I couldn’t argue with his logic. But I didn’t for one moment think that this was his real reason for wanting to tag along. Not after he had let the word Teglon slip out.
“From here to Eighty-three North is two thousand miles on a great circle route,” said Sammann, working his jeejah. “On the highway, it’s twenty-five hundred and some.”
“If you and Sammann learn to drive, Raz, so that we can switch off, we can make it in three or four days,” Crade said.
“The road’s bound to get worse as we go north,” Cord said. “I would plan on it taking a week.”
Crade was eager to dispute that with her but she added, “And we’ll have to modify the vehicles.”
So we encamped in the fueling station’s back lot and set to work. Once the proprietors understood that we were just passing through en route to the far north, they became more comfortable with us and things got easier. They assumed we were just another crew of vagabonds going up to mine the ruins, and better equipped and financed than most.

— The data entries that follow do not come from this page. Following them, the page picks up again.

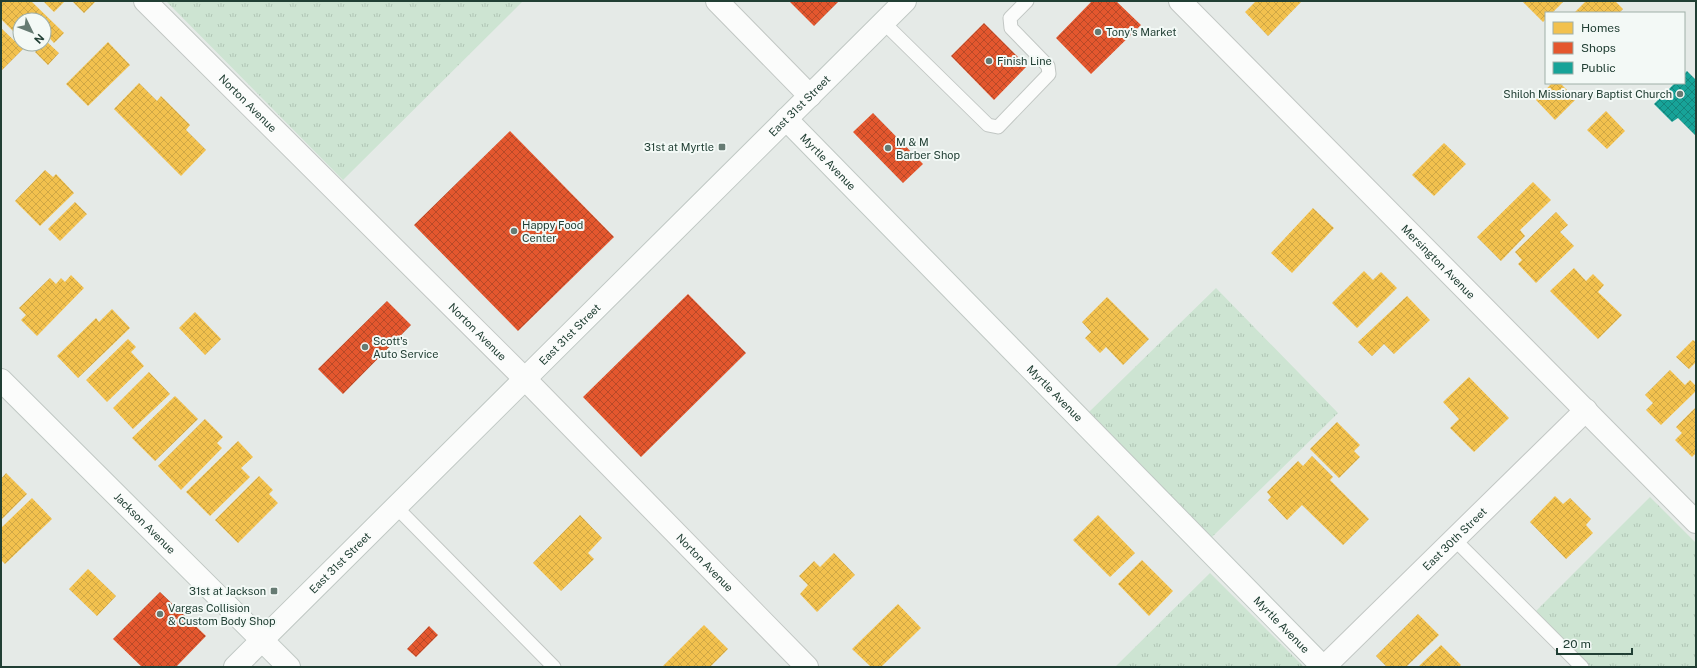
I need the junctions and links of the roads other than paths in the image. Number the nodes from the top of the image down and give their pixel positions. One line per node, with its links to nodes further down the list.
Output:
1 (145, 1): 9 (street, Norton Avenue)
2 (717, 1): 7 (street)
3 (905, 1): 6 (street, East 31st Street)
4 (1027, 1): 6 (lane)
5 (1180, 1): 11 (street, Mersington Avenue)
6 (883, 22): 7 (street, East 31st Street)
7 (810, 96): 8 (street, East 31st Street)
8 (786, 119): 9 (street, East 31st Street); 20 (street, Myrtle Avenue)
9 (525, 379): 12 (street, East 31st Street); 19 (street, Norton Avenue)
10 (1, 380): 15 (street, Jackson Avenue)
11 (1586, 410): 13 (street, Mersington Avenue); 14 (street, East 30th Street)
12 (396, 507): 15 (street, East 31st Street); 18 (lane)
13 (1696, 522)
14 (1454, 540): 20 (street, East 30th Street); 21 (lane)
15 (262, 640): 16 (street, East 31st Street); 17 (street, Jackson Avenue)
16 (235, 667)
17 (289, 667)
18 (554, 667)
19 (807, 667)
20 (1323, 667)
21 (1582, 667)

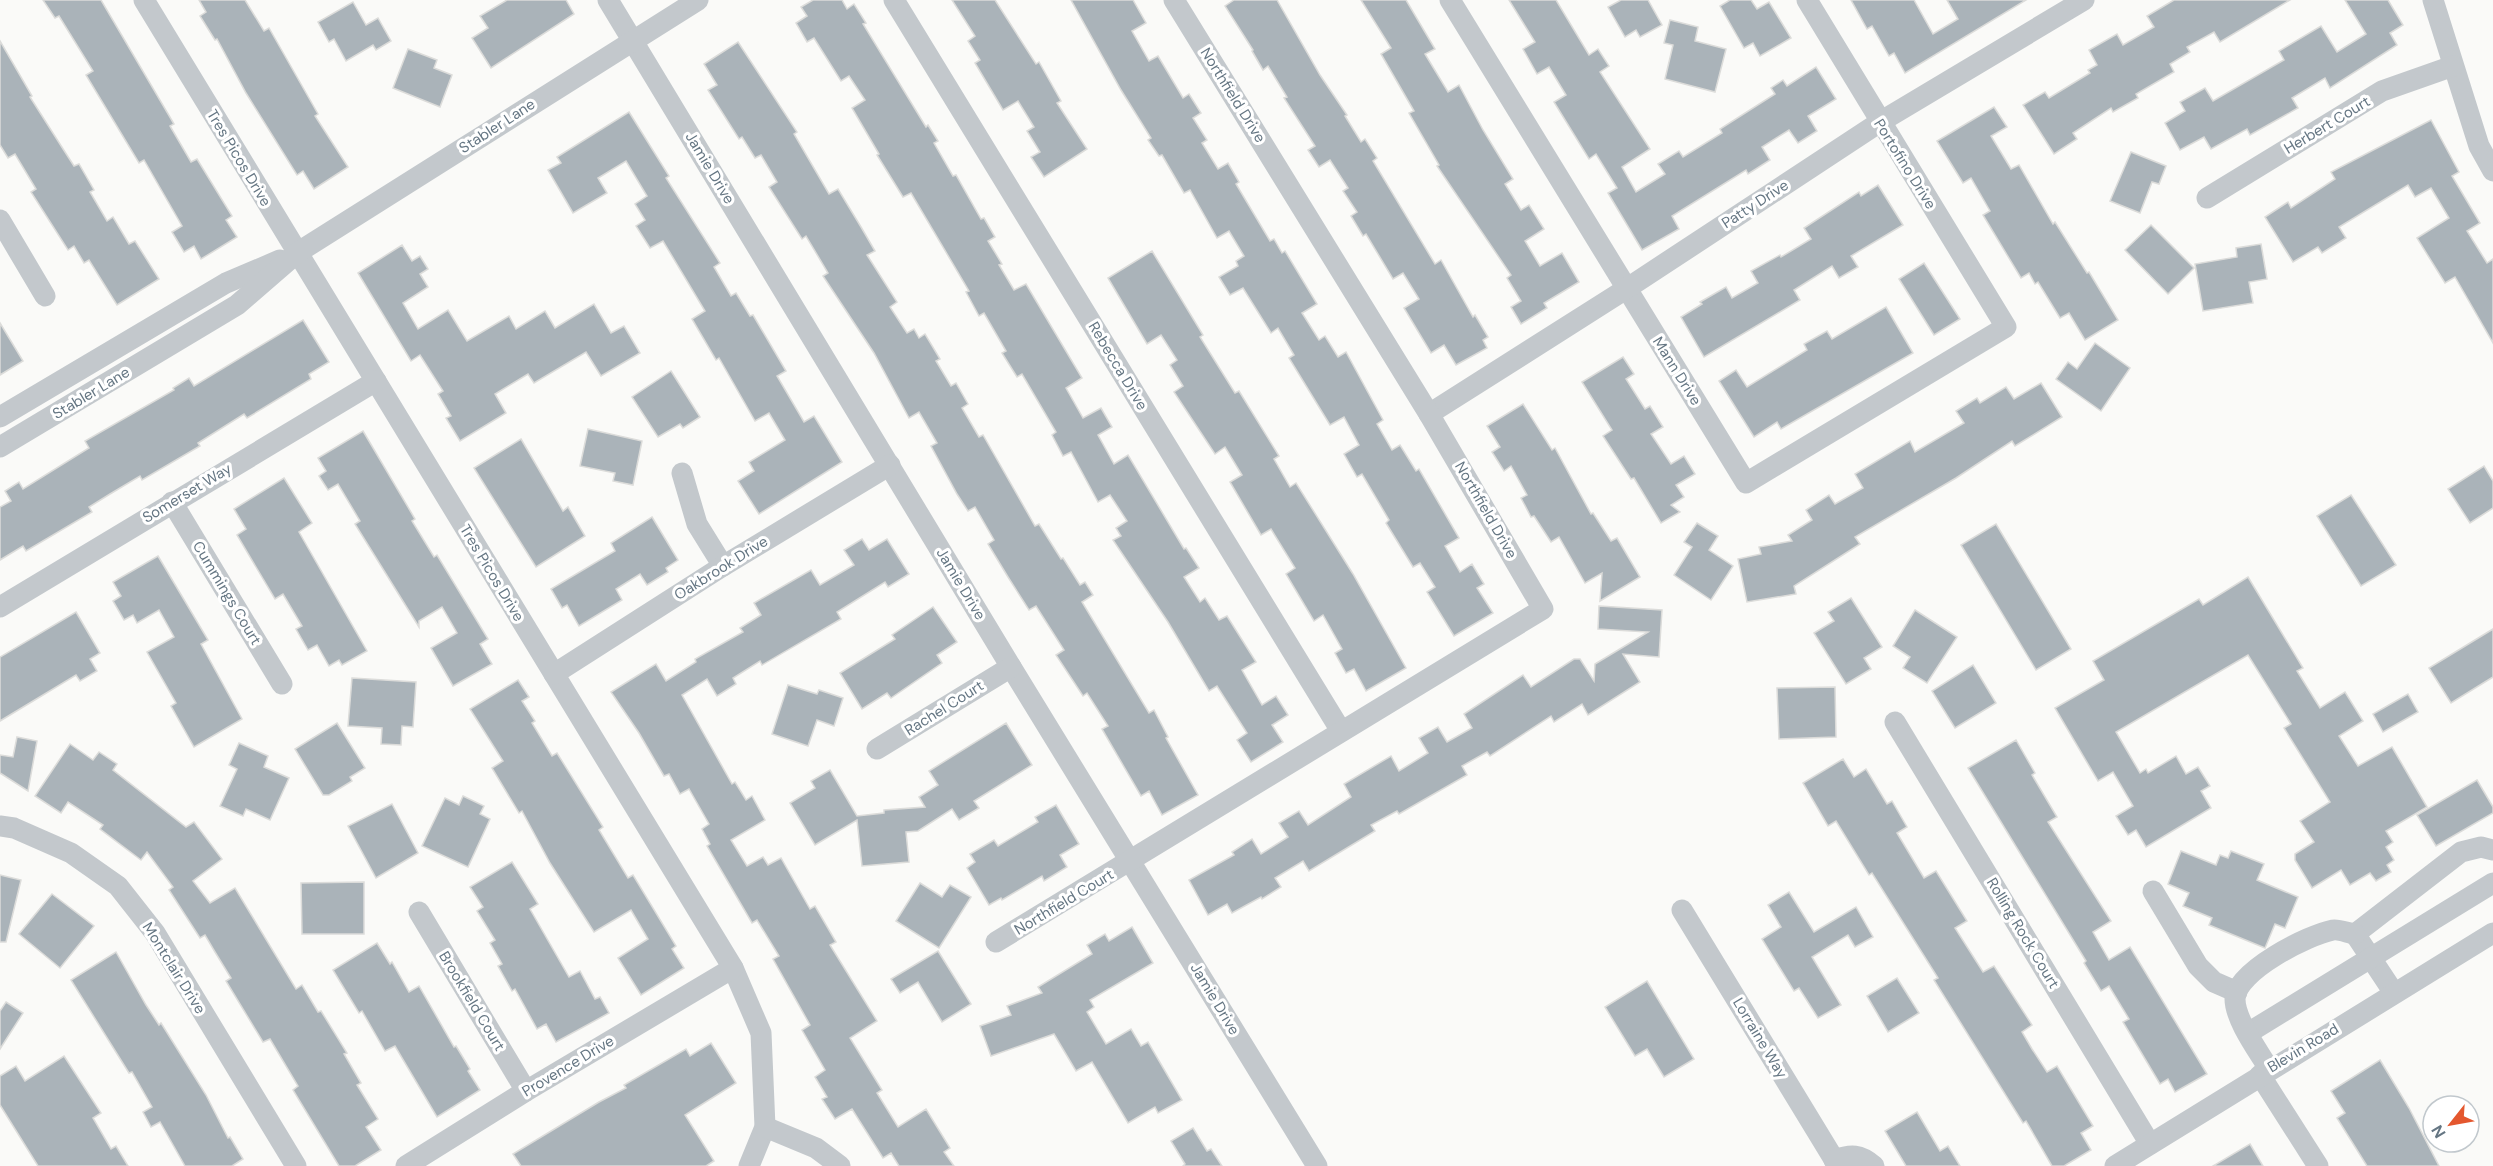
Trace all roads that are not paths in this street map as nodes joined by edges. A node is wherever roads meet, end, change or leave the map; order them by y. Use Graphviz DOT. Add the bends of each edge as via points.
graph roads {
  1 [pos="144,0"];
  2 [pos="609,0"];
  3 [pos="698,0"];
  4 [pos="894,0"];
  5 [pos="1174,0"];
  6 [pos="1450,0"];
  7 [pos="1807,0"];
  8 [pos="2084,0"];
  9 [pos="2433,0"];
  10 [pos="632,39"];
  11 [pos="2454,66"];
  12 [pos="1880,122"];
  13 [pos="2493,171"];
  14 [pos="2207,198"];
  15 [pos="0,220"];
  16 [pos="297,253"];
  17 [pos="1626,289"];
  18 [pos="45,296"];
  19 [pos="2006,327"];
  20 [pos="376,381"];
  21 [pos="1429,414"];
  22 [pos="0,417"];
  23 [pos="0,447"];
  24 [pos="890,465"];
  25 [pos="682,473"];
  26 [pos="172,502"];
  27 [pos="723,566"];
  28 [pos="0,607"];
  29 [pos="1011,667"];
  30 [pos="554,674"];
  31 [pos="282,684"];
  32 [pos="1895,722"];
  33 [pos="1341,732"];
  34 [pos="877,749"];
  35 [pos="0,826"];
  36 [pos="2493,850"];
  37 [pos="1131,861"];
  38 [pos="2493,882"];
  39 [pos="2153,891"];
  40 [pos="1682,910"];
  41 [pos="418,912"];
  42 [pos="2493,933"];
  43 [pos="2355,934"];
  44 [pos="996,942"];
  45 [pos="2373,957"];
  46 [pos="733,968"];
  47 [pos="2237,992"];
  48 [pos="2394,993"];
  49 [pos="2248,1033"];
  50 [pos="2264,1072"];
  51 [pos="526,1091"];
  52 [pos="765,1128"];
  53 [pos="2150,1144"];
  54 [pos="1836,1163"];
  55 [pos="296,1166"];
  56 [pos="406,1166"];
  57 [pos="748,1166"];
  58 [pos="840,1166"];
  59 [pos="1317,1166"];
  60 [pos="1874,1166"];
  61 [pos="2115,1166"];
  62 [pos="2318,1166"];
  1 -- 16 [label="street, Tres Picos Drive"];
  2 -- 10 [label="street, Jamie Drive"];
  3 -- 10 [label="street, Stabler Lane"];
  4 -- 33 [label="street, Rebecca Drive"];
  5 -- 21 [label="street, Northfield Drive"];
  6 -- 17 [label="street, Mann Drive"];
  7 -- 12 [label="street, Portofino Drive"];
  8 -- 12 [label="street, Patty Drive"];
  9 -- 11 [label="street"];
  10 -- 16 [label="street, Stabler Lane"];
  10 -- 24 [label="street, Jamie Drive"];
  11 -- 13 [label="street" via="2479,146"];
  11 -- 14 [label="street, Herbert Court" via="2382,91"];
  12 -- 17 [label="street, Patty Drive"];
  12 -- 19 [label="street, Portofino Drive"];
  15 -- 18 [label="street"];
  16 -- 20 [label="street, Tres Picos Drive"];
  16 -- 22 [label="street, Stabler Lane" via="226,283"];
  16 -- 23 [label="street, Stabler Lane" via="237,305"];
  17 -- 19 [label="street, Mann Drive" via="1746,483"];
  17 -- 21 [label="street, Patty Drive"];
  20 -- 26 [label="street, Somerset Way"];
  20 -- 30 [label="street, Tres Picos Drive"];
  21 -- 33 [label="street, Northfield Drive" via="1543,609"];
  24 -- 27 [label="street, Oakbrook Drive"];
  24 -- 29 [label="street, Jamie Drive"];
  25 -- 27 [label="street" via="697,524"];
  26 -- 28 [label="street, Somerset Way"];
  26 -- 31 [label="street, Cummings Court"];
  27 -- 30 [label="street, Oakbrook Drive"];
  29 -- 34 [label="street, Rachel Court"];
  29 -- 37 [label="street, Jamie Drive"];
  30 -- 46 [label="street, Tres Picos Drive"];
  32 -- 53 [label="street, Rolling Rock Court"];
  33 -- 37 [label="street, Northfield Drive"];
  35 -- 55 [label="street, Montclair Drive" via="14,828 71,853 118,886 155,933"];
  36 -- 43 [label="street" via="2481,847 2461,852"];
  37 -- 44 [label="street, Northfield Court"];
  37 -- 59 [label="street, Jamie Drive"];
  38 -- 45 [label="street"];
  39 -- 47 [label="street" via="2198,966 2214,982"];
  40 -- 54 [label="street, Lorraine Way"];
  41 -- 51 [label="street, Brookfield Court"];
  42 -- 48 [label="street, Blevin Road"];
  43 -- 45 [label="street"];
  43 -- 47 [label="street" via="2335,930 2296,944 2253,971"];
  45 -- 48 [label="street"];
  45 -- 49 [label="street"];
  46 -- 51 [label="street, Provence Drive"];
  46 -- 52 [label="street, Tres Picos Drive" via="761,1033"];
  47 -- 49 [label="street" via="2235,1000"];
  48 -- 50 [label="street, Blevin Road"];
  49 -- 50 [label="street"];
  50 -- 53 [label="street, Blevin Road"];
  50 -- 62 [label="street"];
  51 -- 56 [label="street, Provence Drive"];
  52 -- 57 [label="street, Tres Picos Drive"];
  52 -- 58 [label="street" via="816,1148"];
  53 -- 61 [label="street, Blevin Road"];
  54 -- 60 [label="street" via="1849,1155 1864,1157"];
}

The next day we used Cord’s fetch to go out and buy new tires for Crade’s. Then we used his to get tires for hers. The new tires were deeply grooved and had hobnails sticking out of them. Cord and Gnel (as Ganelial Crade now insisted we call him) worked together on some sort of tool-intensive project to replace the vehicles’ coolants and lubricants with ones that would not freeze. Neither Sammann nor I knew much about working on vehicles, so we stood around and tried to be useful. Sammann used his jeejah to study the route north, reading logs posted by travelers who’d gone that way recently.
“Hey,” I said to him at one point, “my mind keeps going back to an image I saw on that speely feed yesterday.”
“The burning librarian?”
“No.”
“The mudslide hitting the school?”
“No.”
“The brain-damaged boy playing with the puppies?”
“No.”
“Okay, I give up.”
“A rocket taking off.”
He looked at me. “And—what? Blowing up? Crashing into an orphanage?”